Playing around with fetch instead of XMLHttpRequest for testing an embedded board.

Comments
  • 2
    I don't remember now but my 2 guesses would be

    can you run JavaScript in the onclick event? I guess so

    maybe you can't await though. maybe whatever runs the JavaScript isn't async
  • 2
    @jestdotty that is all I can think.

    I tried just calling the function and it doesn't recognize it if its async. So I guess I could do a promise inside a regular function maybe? I dunno. I am just doing it for feedback for embedded systems calls.
  • 5
    onclick="get_data()"
    No need to overcomplicate since you ignore the resolved value or possible errors anyways
  • 1
    @devRancid if its async it says it can't find the function. That was the first thing I tried.

    edit:

    async function get_data(){}
  • 1
    @devRancid so I found this answer on SO that talks about immediate invocation. My call was just creating the async object or something. It needs explicitly evoked:

    onclick="(async()=>get_data())();"

    SO question (second answer):

    https://stackoverflow.com/questions...

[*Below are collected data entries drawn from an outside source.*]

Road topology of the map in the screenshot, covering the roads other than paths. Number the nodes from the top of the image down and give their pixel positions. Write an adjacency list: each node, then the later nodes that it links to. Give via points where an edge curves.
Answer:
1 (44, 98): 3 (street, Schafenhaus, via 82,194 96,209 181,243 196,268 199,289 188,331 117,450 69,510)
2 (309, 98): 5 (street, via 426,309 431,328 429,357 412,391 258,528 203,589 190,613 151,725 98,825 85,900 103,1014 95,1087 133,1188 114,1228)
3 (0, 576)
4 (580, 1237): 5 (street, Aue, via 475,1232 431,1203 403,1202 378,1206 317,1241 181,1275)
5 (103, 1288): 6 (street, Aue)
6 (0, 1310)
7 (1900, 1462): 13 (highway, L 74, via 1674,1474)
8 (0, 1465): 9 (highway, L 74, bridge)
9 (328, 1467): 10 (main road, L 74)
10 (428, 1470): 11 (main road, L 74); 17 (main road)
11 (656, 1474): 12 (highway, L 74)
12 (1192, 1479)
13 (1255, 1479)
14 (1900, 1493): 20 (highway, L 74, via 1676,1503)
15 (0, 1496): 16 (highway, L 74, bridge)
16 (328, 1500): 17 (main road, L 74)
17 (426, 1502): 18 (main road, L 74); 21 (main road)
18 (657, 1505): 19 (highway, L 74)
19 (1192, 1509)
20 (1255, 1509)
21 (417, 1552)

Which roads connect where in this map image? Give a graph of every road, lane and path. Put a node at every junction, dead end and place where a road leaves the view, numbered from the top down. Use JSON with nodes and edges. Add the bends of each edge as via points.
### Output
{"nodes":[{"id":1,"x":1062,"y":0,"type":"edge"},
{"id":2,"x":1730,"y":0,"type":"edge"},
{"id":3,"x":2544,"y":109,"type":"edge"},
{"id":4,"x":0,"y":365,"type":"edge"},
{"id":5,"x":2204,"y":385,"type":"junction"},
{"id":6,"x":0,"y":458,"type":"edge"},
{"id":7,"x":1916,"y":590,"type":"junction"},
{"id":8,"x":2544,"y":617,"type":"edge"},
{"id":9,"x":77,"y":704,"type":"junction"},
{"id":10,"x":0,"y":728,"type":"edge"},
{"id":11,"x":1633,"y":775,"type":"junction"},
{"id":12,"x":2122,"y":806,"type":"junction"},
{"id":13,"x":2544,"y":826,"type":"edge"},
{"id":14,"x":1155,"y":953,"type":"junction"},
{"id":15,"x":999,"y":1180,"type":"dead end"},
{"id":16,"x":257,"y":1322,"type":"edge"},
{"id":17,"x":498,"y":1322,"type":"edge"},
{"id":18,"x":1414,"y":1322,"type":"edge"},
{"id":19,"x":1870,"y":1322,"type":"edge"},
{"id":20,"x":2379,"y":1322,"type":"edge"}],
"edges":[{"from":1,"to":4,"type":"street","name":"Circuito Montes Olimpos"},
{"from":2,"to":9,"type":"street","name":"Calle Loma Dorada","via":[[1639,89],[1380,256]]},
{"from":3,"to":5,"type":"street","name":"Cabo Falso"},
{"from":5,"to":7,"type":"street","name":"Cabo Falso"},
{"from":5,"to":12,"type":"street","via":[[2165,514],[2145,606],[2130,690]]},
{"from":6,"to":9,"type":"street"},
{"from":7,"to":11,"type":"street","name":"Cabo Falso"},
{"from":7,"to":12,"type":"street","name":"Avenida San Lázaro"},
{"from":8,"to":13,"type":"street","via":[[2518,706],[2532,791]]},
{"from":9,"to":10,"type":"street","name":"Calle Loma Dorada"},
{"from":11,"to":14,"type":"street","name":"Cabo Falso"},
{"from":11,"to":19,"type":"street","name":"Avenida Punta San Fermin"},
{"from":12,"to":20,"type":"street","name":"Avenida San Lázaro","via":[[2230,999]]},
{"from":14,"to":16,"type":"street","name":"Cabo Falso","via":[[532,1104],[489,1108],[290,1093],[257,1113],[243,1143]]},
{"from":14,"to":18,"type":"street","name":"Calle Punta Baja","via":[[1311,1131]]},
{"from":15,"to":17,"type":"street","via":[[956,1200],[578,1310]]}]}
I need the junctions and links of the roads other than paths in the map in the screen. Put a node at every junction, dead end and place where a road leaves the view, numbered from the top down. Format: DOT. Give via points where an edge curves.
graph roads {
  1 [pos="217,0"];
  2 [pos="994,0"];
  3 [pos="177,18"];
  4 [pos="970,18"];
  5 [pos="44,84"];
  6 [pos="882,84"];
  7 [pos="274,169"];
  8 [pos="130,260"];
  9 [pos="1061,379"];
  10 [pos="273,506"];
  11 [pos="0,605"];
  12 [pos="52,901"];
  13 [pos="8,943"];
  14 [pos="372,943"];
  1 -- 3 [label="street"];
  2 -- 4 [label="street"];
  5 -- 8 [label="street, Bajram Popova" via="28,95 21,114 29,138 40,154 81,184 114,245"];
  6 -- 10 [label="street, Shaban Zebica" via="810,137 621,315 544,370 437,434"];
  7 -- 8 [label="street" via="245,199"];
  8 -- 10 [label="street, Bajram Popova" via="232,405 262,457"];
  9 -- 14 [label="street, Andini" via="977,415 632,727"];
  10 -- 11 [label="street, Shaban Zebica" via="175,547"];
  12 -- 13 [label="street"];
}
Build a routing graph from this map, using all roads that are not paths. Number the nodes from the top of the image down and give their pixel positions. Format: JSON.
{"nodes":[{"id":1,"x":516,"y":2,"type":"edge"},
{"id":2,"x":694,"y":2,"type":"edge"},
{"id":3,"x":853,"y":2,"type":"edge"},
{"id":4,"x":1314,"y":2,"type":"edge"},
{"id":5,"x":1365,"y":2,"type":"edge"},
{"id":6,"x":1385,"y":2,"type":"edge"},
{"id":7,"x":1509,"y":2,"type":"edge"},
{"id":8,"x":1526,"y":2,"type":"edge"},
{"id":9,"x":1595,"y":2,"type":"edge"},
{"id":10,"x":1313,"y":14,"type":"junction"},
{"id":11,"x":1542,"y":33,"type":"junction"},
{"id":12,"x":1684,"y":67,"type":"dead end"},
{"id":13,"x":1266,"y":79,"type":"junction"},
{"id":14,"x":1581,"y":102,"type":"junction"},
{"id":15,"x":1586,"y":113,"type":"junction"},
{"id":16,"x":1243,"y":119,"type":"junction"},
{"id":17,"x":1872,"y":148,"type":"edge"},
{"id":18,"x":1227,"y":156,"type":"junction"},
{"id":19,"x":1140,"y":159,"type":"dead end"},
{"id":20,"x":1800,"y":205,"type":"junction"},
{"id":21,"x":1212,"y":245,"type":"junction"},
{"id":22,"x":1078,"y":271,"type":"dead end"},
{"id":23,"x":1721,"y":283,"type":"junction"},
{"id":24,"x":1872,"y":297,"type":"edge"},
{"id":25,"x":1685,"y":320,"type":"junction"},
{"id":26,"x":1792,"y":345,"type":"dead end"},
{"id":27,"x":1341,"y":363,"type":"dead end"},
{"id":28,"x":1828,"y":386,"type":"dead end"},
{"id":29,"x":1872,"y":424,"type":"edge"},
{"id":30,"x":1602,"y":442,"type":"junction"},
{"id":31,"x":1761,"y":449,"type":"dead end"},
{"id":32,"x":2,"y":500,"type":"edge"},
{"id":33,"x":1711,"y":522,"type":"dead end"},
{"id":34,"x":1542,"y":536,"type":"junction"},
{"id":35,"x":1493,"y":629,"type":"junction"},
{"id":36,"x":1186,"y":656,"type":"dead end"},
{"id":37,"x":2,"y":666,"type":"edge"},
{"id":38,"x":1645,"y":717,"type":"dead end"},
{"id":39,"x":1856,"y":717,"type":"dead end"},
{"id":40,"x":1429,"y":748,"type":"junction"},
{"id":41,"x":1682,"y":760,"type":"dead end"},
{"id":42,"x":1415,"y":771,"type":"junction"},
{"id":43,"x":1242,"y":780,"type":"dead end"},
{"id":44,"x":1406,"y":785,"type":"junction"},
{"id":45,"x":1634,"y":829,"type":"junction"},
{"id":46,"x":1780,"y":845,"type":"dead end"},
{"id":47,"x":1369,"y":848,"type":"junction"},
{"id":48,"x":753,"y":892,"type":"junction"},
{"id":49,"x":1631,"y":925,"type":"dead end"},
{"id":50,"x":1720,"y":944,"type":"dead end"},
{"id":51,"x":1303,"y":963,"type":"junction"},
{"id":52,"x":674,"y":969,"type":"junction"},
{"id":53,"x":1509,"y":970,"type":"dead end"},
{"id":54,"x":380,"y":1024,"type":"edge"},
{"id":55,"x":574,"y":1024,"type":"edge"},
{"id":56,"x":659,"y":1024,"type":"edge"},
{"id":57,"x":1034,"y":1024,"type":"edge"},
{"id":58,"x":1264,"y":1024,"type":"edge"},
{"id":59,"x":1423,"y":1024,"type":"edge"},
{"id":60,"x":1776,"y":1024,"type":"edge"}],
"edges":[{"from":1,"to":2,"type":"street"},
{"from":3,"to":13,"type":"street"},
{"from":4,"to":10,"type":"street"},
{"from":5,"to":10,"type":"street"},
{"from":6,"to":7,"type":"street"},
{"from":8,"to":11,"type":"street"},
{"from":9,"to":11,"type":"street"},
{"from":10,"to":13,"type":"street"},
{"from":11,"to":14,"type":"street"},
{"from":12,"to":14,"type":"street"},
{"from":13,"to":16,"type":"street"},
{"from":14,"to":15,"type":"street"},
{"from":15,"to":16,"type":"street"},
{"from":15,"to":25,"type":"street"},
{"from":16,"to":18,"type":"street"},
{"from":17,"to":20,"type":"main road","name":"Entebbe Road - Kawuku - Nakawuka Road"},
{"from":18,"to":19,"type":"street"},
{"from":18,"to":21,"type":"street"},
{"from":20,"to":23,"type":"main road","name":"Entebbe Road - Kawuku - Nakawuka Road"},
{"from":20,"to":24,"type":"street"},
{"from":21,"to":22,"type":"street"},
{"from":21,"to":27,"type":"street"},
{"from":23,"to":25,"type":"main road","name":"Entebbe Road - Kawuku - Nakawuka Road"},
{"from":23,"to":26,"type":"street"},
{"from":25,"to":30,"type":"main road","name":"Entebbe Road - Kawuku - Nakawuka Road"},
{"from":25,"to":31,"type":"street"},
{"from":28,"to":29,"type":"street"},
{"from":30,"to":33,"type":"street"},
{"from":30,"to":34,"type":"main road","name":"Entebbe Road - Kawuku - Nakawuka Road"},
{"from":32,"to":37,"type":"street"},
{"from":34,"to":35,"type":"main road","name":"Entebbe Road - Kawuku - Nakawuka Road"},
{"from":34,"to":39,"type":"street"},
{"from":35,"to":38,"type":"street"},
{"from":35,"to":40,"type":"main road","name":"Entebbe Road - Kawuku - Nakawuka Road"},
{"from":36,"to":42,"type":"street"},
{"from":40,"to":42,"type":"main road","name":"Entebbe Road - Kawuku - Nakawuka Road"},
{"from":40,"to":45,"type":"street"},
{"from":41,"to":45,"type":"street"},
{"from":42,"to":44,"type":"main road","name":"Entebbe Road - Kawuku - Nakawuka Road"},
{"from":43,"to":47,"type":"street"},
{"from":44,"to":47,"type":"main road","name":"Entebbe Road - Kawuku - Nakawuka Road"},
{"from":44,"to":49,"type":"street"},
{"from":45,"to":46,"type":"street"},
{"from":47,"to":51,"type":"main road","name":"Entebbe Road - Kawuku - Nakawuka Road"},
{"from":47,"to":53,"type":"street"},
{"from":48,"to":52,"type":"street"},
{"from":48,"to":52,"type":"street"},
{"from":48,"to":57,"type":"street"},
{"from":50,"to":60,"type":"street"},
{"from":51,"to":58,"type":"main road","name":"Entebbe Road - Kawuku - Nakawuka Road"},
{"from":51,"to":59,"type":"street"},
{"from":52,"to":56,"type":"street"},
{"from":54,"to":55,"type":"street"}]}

    Where the assignment of the async object gets invoked on onclick apparently. So this can be simpler. Nice.
  • 2
    Or just onclick="get_data". It doesn't care about async, async is just sugar for new Promise((resolve) => ...)
  • 0
    @BordedDev

    These do not work if the function is marked async (firefox):

    <button type="button" id="idGetData1" onclick="get_data">getDataFromWebserver</button>

    <button type="button" id="idGetData1" onclick="get_data();">getDataFromWebserver</button>
  • 2
    @Demolishun idk what you mean, works fine in chromium and firefox: https://jsfiddle.net/6aq4bhmv/

    And in one of your examples it's not being called
  • 1
    @Demolishun This works fine, check if you're not doing something that would cause get_data to be defined late or not in global?

    <!DOCTYPE html>

    <html lang="en">

    <head>

    <meta charset="UTF-8">

    <title>Title</title>

    <script>

    async function get_data() {

    const response = await fetch(window.location);

    const data = await response.text();

    console.log(data);

    }

    </script>

    </head>

    <body>

    <button onclick="get_data()">Get Data</button>

    </body>

    </html>
  • 2
    @devRancid I am doing a fetch, so I dunno. Every time I try on the embedded system it fails. But your demo does work. Weird.
  • 2
    @BordedDev so I am testing again and now it works. Wtf...
  • 1
    I must have missed a step when testing before.

    I have to edit the js file, save, run converter to go from js file to embedded C file, compile, write to flash, restart board, test. Pain in the ass.
  • 1
    @Demolishun That does indeed sound like a big PITA
  • 0
    I think I found the original problem. If for some reason a function doesn't compile it will obviously not be callable. The issue was I was not seeing the error in the log in the browser. DOH!